▶ YOUR INSTRUCTIONS
Each line of the records that holds the word "points" should be copied out.

=== SUPPLIED ENTRIES ===

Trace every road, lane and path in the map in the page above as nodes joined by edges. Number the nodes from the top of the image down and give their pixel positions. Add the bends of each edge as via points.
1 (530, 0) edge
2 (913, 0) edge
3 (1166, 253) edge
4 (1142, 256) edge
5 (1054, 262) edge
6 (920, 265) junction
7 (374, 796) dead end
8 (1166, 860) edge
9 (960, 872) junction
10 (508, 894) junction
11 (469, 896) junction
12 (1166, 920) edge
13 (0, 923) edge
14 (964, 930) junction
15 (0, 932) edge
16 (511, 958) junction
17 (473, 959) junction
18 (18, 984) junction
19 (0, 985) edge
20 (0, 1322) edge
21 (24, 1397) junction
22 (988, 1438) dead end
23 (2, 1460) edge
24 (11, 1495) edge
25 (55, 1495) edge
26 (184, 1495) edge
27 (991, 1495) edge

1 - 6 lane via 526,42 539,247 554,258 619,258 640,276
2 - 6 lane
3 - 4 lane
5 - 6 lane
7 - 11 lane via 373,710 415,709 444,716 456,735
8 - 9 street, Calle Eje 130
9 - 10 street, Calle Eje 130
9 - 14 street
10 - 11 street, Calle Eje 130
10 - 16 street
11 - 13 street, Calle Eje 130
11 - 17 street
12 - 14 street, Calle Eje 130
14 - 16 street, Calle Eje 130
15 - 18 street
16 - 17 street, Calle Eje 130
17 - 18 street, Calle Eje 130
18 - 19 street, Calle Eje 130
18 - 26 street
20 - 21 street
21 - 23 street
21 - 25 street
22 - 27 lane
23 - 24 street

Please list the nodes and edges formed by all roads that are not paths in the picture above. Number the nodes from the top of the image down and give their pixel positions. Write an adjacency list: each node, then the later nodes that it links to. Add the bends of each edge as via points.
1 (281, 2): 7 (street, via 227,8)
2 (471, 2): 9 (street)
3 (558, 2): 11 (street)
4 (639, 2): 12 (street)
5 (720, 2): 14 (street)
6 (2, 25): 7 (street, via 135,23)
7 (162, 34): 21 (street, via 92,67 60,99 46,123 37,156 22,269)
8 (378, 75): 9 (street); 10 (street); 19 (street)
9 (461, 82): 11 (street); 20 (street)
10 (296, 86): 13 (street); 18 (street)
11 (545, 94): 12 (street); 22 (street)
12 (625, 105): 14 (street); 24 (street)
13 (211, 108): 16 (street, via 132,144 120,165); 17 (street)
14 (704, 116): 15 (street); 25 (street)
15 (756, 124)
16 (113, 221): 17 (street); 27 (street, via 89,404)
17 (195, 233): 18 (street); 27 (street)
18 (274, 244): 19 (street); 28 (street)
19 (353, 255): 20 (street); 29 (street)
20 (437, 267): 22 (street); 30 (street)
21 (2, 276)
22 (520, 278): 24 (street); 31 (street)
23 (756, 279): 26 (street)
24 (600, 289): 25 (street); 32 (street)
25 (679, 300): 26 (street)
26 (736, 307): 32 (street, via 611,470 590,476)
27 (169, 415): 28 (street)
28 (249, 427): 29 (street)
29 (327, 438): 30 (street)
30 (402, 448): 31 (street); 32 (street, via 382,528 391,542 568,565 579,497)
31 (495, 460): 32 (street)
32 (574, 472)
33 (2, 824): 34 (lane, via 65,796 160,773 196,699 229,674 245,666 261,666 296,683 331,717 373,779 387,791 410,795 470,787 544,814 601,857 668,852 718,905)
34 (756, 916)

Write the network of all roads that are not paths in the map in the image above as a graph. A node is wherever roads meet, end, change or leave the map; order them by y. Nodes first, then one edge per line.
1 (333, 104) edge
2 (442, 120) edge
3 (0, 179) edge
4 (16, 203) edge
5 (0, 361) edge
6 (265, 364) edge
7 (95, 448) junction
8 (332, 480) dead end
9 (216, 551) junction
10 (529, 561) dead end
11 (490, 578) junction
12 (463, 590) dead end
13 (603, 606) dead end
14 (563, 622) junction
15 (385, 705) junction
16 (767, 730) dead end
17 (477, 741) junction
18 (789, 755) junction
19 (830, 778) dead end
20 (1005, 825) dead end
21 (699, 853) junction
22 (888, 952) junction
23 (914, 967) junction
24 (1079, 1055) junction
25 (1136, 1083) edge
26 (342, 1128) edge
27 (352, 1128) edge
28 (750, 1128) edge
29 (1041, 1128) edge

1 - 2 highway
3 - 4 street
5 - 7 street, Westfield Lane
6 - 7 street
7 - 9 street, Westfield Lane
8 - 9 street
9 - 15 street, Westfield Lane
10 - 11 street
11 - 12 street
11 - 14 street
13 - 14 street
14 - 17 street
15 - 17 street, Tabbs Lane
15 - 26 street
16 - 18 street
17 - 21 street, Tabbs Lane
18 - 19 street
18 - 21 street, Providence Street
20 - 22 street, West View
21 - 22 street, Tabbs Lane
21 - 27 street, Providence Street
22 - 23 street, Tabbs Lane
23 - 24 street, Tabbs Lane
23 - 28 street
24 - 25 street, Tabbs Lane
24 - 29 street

===

▶ YOUR RESPONSE
Trace every road, lane and path in the map in the page above as nodes joined by edges. Number the nodes from the top of the image down and give their pixel positions. Add the bends of each edge as via points.
Please list the nodes and edges formed by all roads that are not paths in the picture above. Number the nodes from the top of the image down and give their pixel positions. Write an adjacency list: each node, then the later nodes that it links to. Add the bends of each edge as via points.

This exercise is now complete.